EXERCISE
Read the data that follows. Then repeat it exactly.

====================

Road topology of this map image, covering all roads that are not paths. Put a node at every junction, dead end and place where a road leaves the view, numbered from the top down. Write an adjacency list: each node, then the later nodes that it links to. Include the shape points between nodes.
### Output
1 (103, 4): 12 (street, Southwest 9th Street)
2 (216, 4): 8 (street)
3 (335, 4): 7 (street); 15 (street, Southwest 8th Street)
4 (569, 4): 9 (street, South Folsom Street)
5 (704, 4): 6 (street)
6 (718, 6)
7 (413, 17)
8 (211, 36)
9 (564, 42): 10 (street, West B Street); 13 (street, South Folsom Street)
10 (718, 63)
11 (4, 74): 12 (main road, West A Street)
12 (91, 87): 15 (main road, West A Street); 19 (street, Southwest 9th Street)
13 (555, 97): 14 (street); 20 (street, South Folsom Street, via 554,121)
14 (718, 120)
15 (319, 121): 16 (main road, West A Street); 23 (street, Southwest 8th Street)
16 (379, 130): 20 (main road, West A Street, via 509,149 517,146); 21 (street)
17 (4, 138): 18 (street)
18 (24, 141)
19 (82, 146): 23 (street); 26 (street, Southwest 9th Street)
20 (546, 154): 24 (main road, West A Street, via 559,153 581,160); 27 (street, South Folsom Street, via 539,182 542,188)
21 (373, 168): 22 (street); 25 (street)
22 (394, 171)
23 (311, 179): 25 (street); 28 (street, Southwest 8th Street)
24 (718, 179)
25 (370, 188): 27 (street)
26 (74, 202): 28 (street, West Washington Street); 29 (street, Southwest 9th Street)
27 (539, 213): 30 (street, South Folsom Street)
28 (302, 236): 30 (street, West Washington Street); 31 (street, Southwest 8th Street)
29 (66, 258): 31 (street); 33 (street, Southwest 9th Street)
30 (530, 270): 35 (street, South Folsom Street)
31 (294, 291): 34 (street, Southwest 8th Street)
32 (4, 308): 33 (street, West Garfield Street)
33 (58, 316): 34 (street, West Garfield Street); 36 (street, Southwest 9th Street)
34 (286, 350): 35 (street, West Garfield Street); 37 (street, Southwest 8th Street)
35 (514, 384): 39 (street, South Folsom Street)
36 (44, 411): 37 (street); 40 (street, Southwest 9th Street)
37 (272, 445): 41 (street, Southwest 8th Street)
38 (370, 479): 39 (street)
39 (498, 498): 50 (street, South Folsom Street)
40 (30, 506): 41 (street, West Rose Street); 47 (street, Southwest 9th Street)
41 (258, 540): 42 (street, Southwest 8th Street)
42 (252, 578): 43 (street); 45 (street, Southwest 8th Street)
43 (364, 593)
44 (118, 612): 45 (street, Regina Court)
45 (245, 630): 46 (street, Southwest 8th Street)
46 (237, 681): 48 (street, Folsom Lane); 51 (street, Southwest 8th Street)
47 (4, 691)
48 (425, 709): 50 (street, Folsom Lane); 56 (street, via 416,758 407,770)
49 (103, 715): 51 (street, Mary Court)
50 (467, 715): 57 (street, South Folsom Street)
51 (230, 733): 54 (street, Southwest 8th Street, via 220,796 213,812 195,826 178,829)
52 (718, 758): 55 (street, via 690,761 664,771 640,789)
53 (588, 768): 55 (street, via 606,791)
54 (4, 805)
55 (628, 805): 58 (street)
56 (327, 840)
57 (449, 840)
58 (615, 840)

====================

FINISHED EXERCISE
Road topology of this map image, covering all roads that are not paths. Put a node at every junction, dead end and place where a road leaves the view, numbered from the top down. Write an adjacency list: each node, then the later nodes that it links to. Include the shape points between nodes.
### Output
1 (103, 4): 12 (street, Southwest 9th Street)
2 (216, 4): 8 (street)
3 (335, 4): 7 (street); 15 (street, Southwest 8th Street)
4 (569, 4): 9 (street, South Folsom Street)
5 (704, 4): 6 (street)
6 (718, 6)
7 (413, 17)
8 (211, 36)
9 (564, 42): 10 (street, West B Street); 13 (street, South Folsom Street)
10 (718, 63)
11 (4, 74): 12 (main road, West A Street)
12 (91, 87): 15 (main road, West A Street); 19 (street, Southwest 9th Street)
13 (555, 97): 14 (street); 20 (street, South Folsom Street, via 554,121)
14 (718, 120)
15 (319, 121): 16 (main road, West A Street); 23 (street, Southwest 8th Street)
16 (379, 130): 20 (main road, West A Street, via 509,149 517,146); 21 (street)
17 (4, 138): 18 (street)
18 (24, 141)
19 (82, 146): 23 (street); 26 (street, Southwest 9th Street)
20 (546, 154): 24 (main road, West A Street, via 559,153 581,160); 27 (street, South Folsom Street, via 539,182 542,188)
21 (373, 168): 22 (street); 25 (street)
22 (394, 171)
23 (311, 179): 25 (street); 28 (street, Southwest 8th Street)
24 (718, 179)
25 (370, 188): 27 (street)
26 (74, 202): 28 (street, West Washington Street); 29 (street, Southwest 9th Street)
27 (539, 213): 30 (street, South Folsom Street)
28 (302, 236): 30 (street, West Washington Street); 31 (street, Southwest 8th Street)
29 (66, 258): 31 (street); 33 (street, Southwest 9th Street)
30 (530, 270): 35 (street, South Folsom Street)
31 (294, 291): 34 (street, Southwest 8th Street)
32 (4, 308): 33 (street, West Garfield Street)
33 (58, 316): 34 (street, West Garfield Street); 36 (street, Southwest 9th Street)
34 (286, 350): 35 (street, West Garfield Street); 37 (street, Southwest 8th Street)
35 (514, 384): 39 (street, South Folsom Street)
36 (44, 411): 37 (street); 40 (street, Southwest 9th Street)
37 (272, 445): 41 (street, Southwest 8th Street)
38 (370, 479): 39 (street)
39 (498, 498): 50 (street, South Folsom Street)
40 (30, 506): 41 (street, West Rose Street); 47 (street, Southwest 9th Street)
41 (258, 540): 42 (street, Southwest 8th Street)
42 (252, 578): 43 (street); 45 (street, Southwest 8th Street)
43 (364, 593)
44 (118, 612): 45 (street, Regina Court)
45 (245, 630): 46 (street, Southwest 8th Street)
46 (237, 681): 48 (street, Folsom Lane); 51 (street, Southwest 8th Street)
47 (4, 691)
48 (425, 709): 50 (street, Folsom Lane); 56 (street, via 416,758 407,770)
49 (103, 715): 51 (street, Mary Court)
50 (467, 715): 57 (street, South Folsom Street)
51 (230, 733): 54 (street, Southwest 8th Street, via 220,796 213,812 195,826 178,829)
52 (718, 758): 55 (street, via 690,761 664,771 640,789)
53 (588, 768): 55 (street, via 606,791)
54 (4, 805)
55 (628, 805): 58 (street)
56 (327, 840)
57 (449, 840)
58 (615, 840)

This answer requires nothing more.